Disaster jokes
I heard that to slow the growth of fire, you use a flame retardant.
So I threw my stupid son in the flames when my house caught on fire!
"We can't go over it, we can't go under it. Oh no, we'll have to go through it!"
I asked the Titanic an icebreaker question.
It couldn't answer.
Which tower is better at playing catch? The south tower, obviously. It caught 2!
These 9/11 jokes are just plane wrong.
You twin towers because I'm tryna ram in you tonight.
What did the titanic say as it was sinking?
I nominate all the passengers to the ice bucket challenge.
I rate the Twin Towers 9/11, very stable buildings.

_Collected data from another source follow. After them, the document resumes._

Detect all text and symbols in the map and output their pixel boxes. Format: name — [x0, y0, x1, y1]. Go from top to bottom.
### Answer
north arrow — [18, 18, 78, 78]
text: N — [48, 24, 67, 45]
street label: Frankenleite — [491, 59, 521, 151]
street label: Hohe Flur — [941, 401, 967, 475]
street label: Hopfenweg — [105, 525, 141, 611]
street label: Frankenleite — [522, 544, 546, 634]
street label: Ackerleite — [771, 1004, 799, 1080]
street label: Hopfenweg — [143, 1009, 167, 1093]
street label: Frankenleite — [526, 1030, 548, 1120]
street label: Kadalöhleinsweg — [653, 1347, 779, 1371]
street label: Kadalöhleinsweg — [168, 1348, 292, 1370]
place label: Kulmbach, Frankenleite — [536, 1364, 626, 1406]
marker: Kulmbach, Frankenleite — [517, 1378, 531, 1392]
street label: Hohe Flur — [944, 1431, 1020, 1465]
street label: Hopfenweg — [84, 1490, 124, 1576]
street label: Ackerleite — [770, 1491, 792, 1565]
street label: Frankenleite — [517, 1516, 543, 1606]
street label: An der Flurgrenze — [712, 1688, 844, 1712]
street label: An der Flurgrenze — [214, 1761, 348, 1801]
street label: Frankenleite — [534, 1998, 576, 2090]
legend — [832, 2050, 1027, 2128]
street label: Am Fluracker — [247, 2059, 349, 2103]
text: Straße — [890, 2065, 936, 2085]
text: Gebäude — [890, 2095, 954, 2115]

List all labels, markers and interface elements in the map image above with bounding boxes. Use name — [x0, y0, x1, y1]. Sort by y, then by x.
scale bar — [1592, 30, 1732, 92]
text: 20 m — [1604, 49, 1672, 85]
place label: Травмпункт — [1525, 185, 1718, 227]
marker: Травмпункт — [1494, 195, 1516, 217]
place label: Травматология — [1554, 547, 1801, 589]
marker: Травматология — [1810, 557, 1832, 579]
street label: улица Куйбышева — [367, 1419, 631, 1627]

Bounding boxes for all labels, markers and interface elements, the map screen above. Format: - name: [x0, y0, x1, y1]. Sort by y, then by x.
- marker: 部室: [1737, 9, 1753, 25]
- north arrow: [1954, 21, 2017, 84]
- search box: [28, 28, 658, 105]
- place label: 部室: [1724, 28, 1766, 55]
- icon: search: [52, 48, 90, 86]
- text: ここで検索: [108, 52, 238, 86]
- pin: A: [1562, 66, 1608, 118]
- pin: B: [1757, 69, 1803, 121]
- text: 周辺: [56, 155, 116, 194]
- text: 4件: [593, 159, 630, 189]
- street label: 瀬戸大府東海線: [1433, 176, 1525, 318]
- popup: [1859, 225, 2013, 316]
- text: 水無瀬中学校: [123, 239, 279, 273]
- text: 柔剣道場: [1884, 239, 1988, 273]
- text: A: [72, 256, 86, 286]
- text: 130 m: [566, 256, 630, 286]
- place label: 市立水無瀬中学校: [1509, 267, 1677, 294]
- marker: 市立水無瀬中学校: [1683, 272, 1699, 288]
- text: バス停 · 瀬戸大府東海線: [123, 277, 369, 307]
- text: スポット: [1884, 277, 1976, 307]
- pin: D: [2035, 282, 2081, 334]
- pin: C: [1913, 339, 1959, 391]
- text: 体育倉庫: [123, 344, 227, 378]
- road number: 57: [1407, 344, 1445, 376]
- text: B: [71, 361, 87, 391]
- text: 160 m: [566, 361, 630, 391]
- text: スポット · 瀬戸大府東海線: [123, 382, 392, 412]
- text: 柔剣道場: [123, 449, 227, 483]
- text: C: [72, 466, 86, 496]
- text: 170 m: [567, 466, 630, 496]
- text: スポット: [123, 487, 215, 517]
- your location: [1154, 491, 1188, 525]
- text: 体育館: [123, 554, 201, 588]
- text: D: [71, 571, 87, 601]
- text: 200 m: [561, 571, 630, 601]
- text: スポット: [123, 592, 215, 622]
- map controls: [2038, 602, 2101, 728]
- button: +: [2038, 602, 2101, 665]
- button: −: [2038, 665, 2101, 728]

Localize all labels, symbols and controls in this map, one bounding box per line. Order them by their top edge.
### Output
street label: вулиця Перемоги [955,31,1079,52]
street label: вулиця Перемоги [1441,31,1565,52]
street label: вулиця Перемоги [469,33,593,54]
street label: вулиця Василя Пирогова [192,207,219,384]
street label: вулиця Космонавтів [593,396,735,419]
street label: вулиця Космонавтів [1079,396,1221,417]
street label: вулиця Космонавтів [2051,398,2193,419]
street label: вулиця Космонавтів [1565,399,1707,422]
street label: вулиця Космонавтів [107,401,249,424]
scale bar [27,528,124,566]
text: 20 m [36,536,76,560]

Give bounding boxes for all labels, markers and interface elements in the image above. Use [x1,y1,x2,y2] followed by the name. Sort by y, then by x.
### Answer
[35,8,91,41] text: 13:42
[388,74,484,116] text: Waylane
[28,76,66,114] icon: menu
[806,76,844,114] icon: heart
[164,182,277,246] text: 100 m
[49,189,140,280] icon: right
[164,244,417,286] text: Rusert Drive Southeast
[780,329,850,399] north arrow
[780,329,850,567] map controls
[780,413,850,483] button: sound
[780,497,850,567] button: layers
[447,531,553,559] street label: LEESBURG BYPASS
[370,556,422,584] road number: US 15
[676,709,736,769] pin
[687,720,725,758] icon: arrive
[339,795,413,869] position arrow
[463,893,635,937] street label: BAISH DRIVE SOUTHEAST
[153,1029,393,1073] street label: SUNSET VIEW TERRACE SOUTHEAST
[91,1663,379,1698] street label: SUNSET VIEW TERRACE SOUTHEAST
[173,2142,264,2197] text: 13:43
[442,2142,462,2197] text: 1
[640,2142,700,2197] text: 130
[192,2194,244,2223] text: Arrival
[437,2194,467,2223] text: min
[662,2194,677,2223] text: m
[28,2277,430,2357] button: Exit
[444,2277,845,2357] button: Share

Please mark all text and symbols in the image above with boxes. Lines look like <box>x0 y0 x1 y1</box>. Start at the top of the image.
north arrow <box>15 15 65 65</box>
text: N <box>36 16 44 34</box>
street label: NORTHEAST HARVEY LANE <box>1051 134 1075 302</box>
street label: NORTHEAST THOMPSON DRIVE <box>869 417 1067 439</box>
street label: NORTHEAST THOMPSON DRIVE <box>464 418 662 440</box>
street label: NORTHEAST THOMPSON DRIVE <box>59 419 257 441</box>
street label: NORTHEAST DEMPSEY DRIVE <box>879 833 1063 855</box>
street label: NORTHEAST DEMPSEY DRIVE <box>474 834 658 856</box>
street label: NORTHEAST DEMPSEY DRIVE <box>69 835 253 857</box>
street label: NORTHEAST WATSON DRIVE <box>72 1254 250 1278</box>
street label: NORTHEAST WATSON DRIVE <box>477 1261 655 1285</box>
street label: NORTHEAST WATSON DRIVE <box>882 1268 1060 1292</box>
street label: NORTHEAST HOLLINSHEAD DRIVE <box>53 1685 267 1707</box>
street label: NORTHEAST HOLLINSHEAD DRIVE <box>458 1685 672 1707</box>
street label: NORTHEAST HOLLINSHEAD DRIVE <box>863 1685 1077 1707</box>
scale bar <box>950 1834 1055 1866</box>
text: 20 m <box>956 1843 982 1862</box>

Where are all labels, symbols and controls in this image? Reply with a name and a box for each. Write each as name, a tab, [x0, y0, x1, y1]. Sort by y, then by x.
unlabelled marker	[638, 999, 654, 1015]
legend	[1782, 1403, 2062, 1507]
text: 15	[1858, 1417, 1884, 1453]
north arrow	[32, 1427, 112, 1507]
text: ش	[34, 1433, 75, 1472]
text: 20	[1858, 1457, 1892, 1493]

Why were the Twin Towers sad?
Because they ordered a pepperoni pizza, but got plane instead.
Who were the fastest readers on the planet? 9/11 victims, they went through 80 stories in 10 seconds.
I would like to die like my Islamic father, in his sleep, but not like the rest of the people in the plane or those in those identical towers.
A bomb is like a baby; when you drop it, everyone screams.
The last thing the victims were thinking was, "Is there 9 or 11 stories?"
The Titanic is now a resort for fish.
What's black and found on top of the stairs?
Stephen Hawking during a house fire.
My dad died in 9/11. He was a great pilot.
The towers ordered pepperoni but got plane.
What song did the Titanic victims listen to as they died?
Ice, Ice Baby!!
Time really freezes when you're stuck on a sinking ship.
Why is the Leaning Tower of Pisa leaning? Because it has faster reflexes than the Twin Towers.